I grew up in a faith that stressed having a ‘’quiet time,” a time away from the distractions of life to be quiet and contemplate God. Jesus did it, frequently moving away from people – even from his disciples - who followed him. “Then Jesus went with his disciples to a place called Gethsemane, and he said to them, ‘Sit here while I go over there and pray’” (Matthew 26:36). “Very early in the morning, while it was still dark, Jesus got up, left the house and went off to a solitary place, where he prayed” (Mark 1:35). “But Jesus often withdrew to lonely places and prayed” (Luke 5:16).

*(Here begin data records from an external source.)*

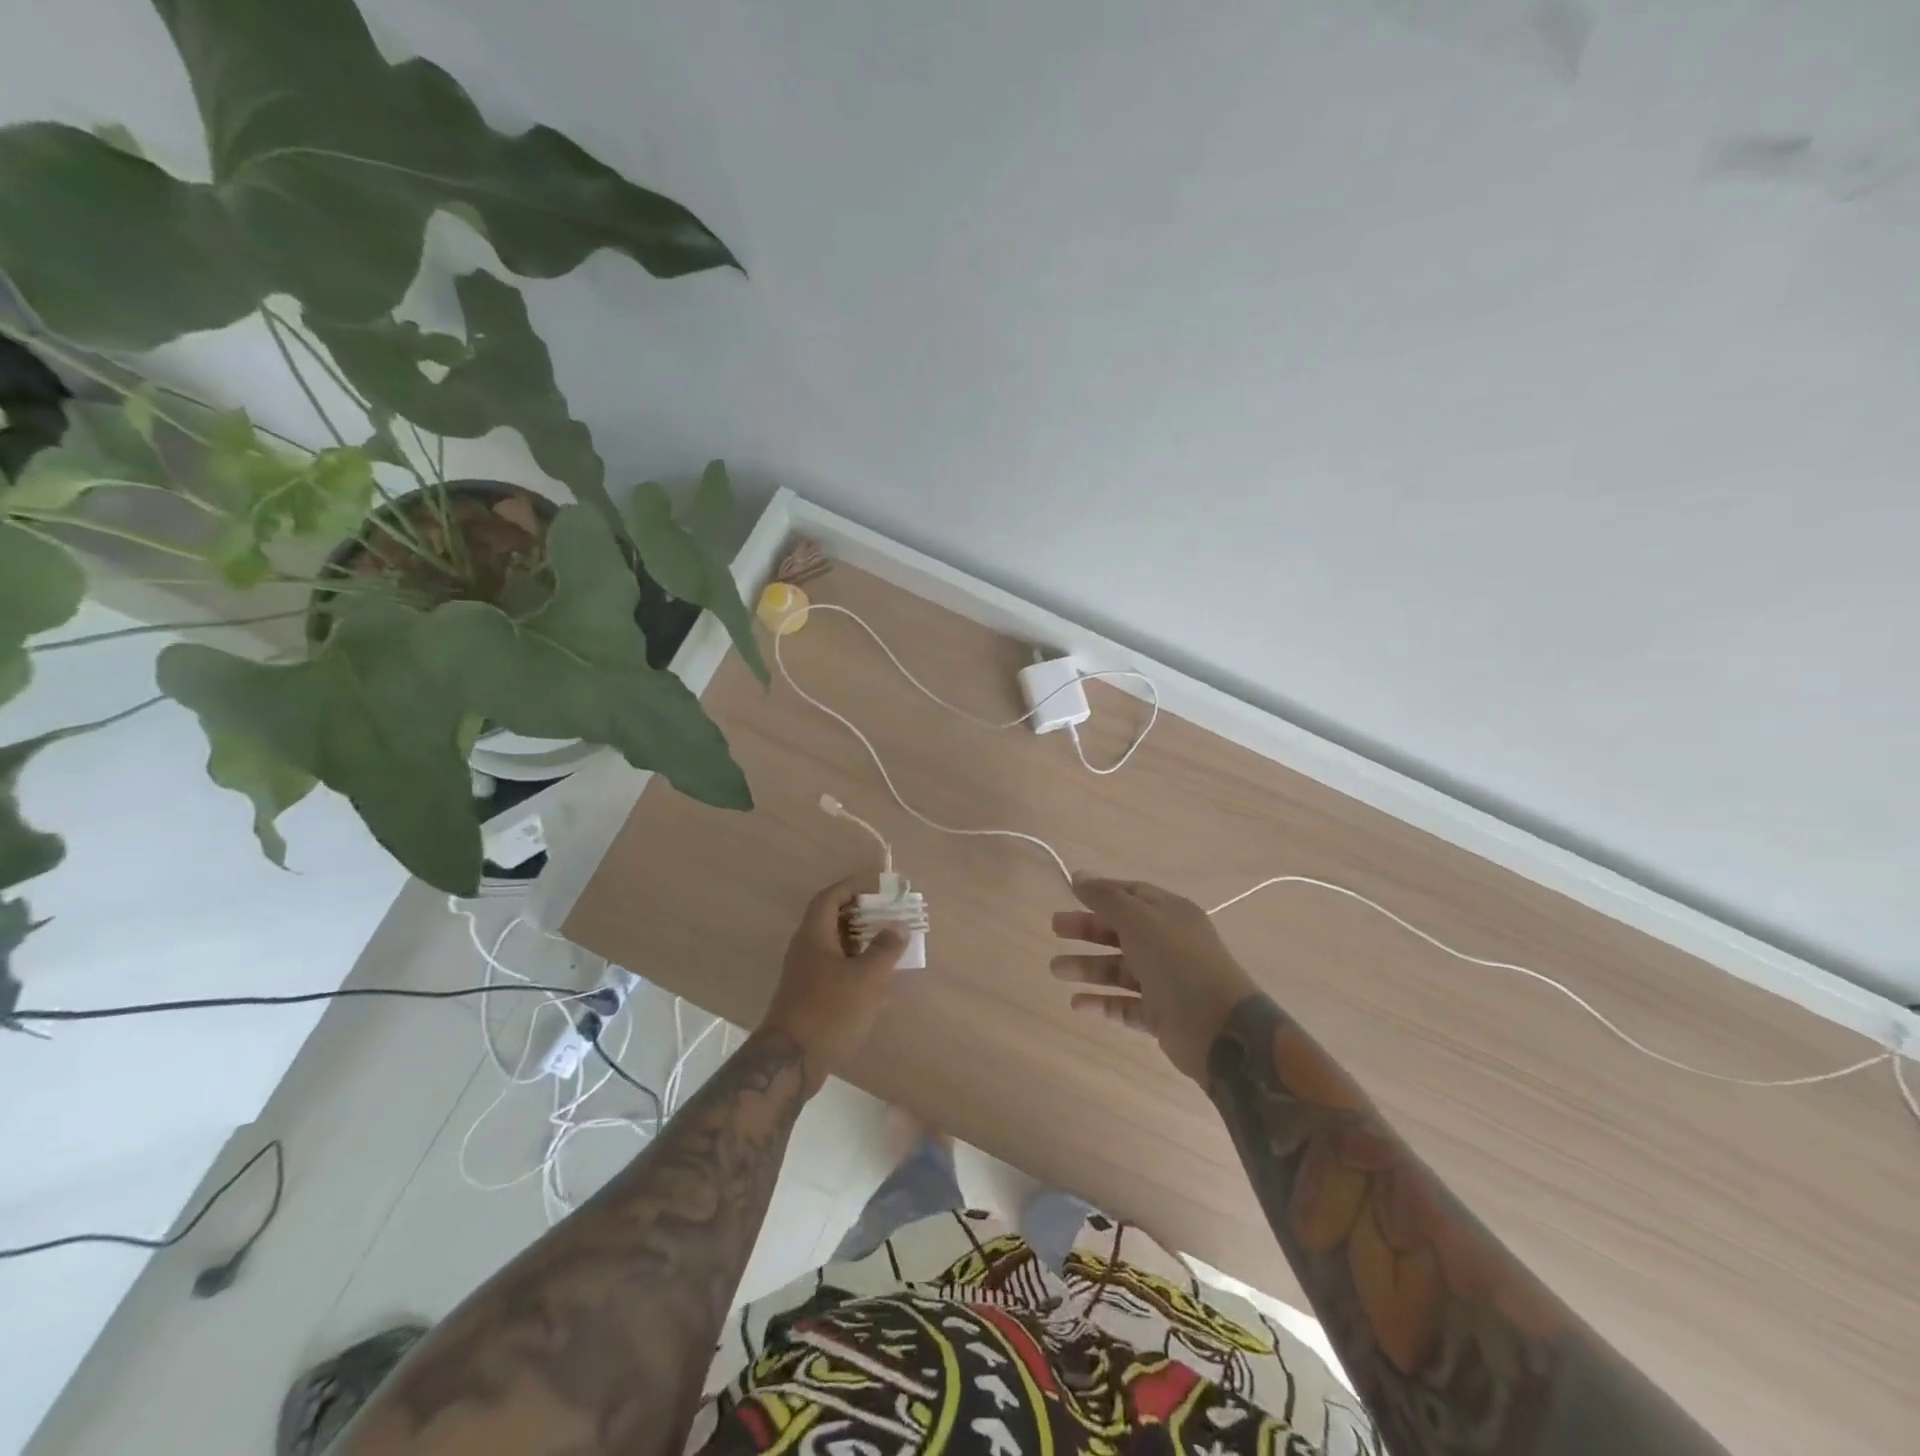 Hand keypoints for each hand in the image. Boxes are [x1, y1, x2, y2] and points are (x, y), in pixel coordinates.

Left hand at [759, 876, 907, 1089]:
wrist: (790, 1061)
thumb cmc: (830, 1010)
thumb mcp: (867, 977)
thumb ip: (885, 949)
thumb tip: (898, 927)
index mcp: (814, 935)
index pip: (830, 897)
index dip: (852, 886)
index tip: (876, 886)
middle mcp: (805, 949)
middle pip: (831, 920)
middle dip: (860, 914)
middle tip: (887, 914)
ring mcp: (804, 975)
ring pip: (834, 947)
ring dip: (860, 943)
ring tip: (888, 946)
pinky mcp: (808, 997)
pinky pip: (834, 970)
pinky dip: (855, 968)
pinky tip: (877, 985)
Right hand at [1051, 876, 1257, 1081]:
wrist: (1220, 1028)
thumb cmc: (1177, 962)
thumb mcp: (1139, 920)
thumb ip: (1106, 898)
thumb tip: (1079, 875)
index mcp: (1170, 913)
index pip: (1131, 894)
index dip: (1101, 893)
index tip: (1069, 895)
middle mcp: (1168, 943)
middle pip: (1121, 931)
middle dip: (1087, 929)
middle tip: (1055, 929)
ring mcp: (1165, 980)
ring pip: (1119, 969)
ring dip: (1087, 967)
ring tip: (1056, 969)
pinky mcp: (1161, 1014)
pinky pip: (1125, 1004)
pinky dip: (1102, 1001)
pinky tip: (1077, 1003)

But even in prayer, too often I can’t bear silence. I tend to start out talking to God, asking for things, petitioning for people, explaining what happened (Lewis writes, “the trouble is that what we call ‘asking God’s forgiveness’ very often really consists in asking God to accept our excuses”) – as if God needs a daily briefing on my world and what I have done.
These days, I am trying to enter prayer by saying less. God already knows my heart. He knows what is going on. Oh, I still talk, but I want to spend a few moments being quiet, and maybe – just maybe – I’ll hear Him speak to me, reveal Himself to me.
Again, C.S. Lewis in The Weight of Glory admits he often approached his quiet time with a sense of timidity. As one writer put it, Lewis did so “not because he feared he wouldn’t meet God, but because he knew he would. If he wasn’t careful, God might maneuver past Lewis’s rote prayers. Then, in the silence, God might tell him to do something he’d rather not do, such as skip his extra morning cigarette, or, worse, tear up the sharply worded letter he was about to send to someone who’d been rude to him.” (How modern are Lewis’ warnings!)
Indeed, silence can change us.
But let me bring this back full circle, to the Pope and AI. Lest you think I am really smart, know I used some form of AI for this writing. I don’t know all these scripture references by heart, or all the quotes that I use. But I can simply put a phrase or idea into what I know as the “search engine,” and my research is often done for me. AI is indeed a tool we can put to use for good purpose.
The problem is if we use AI - the internet - to distract us from real life, or if we use AI or AI simulations to substitute for real flesh-and-blood relationships, it just might make us less human. But if we use new technology as a tool, it can give us more free time to actually develop real relationships, strengthen the ones we have, read and study more.
It might even make us more human.
It might even bring us closer to God.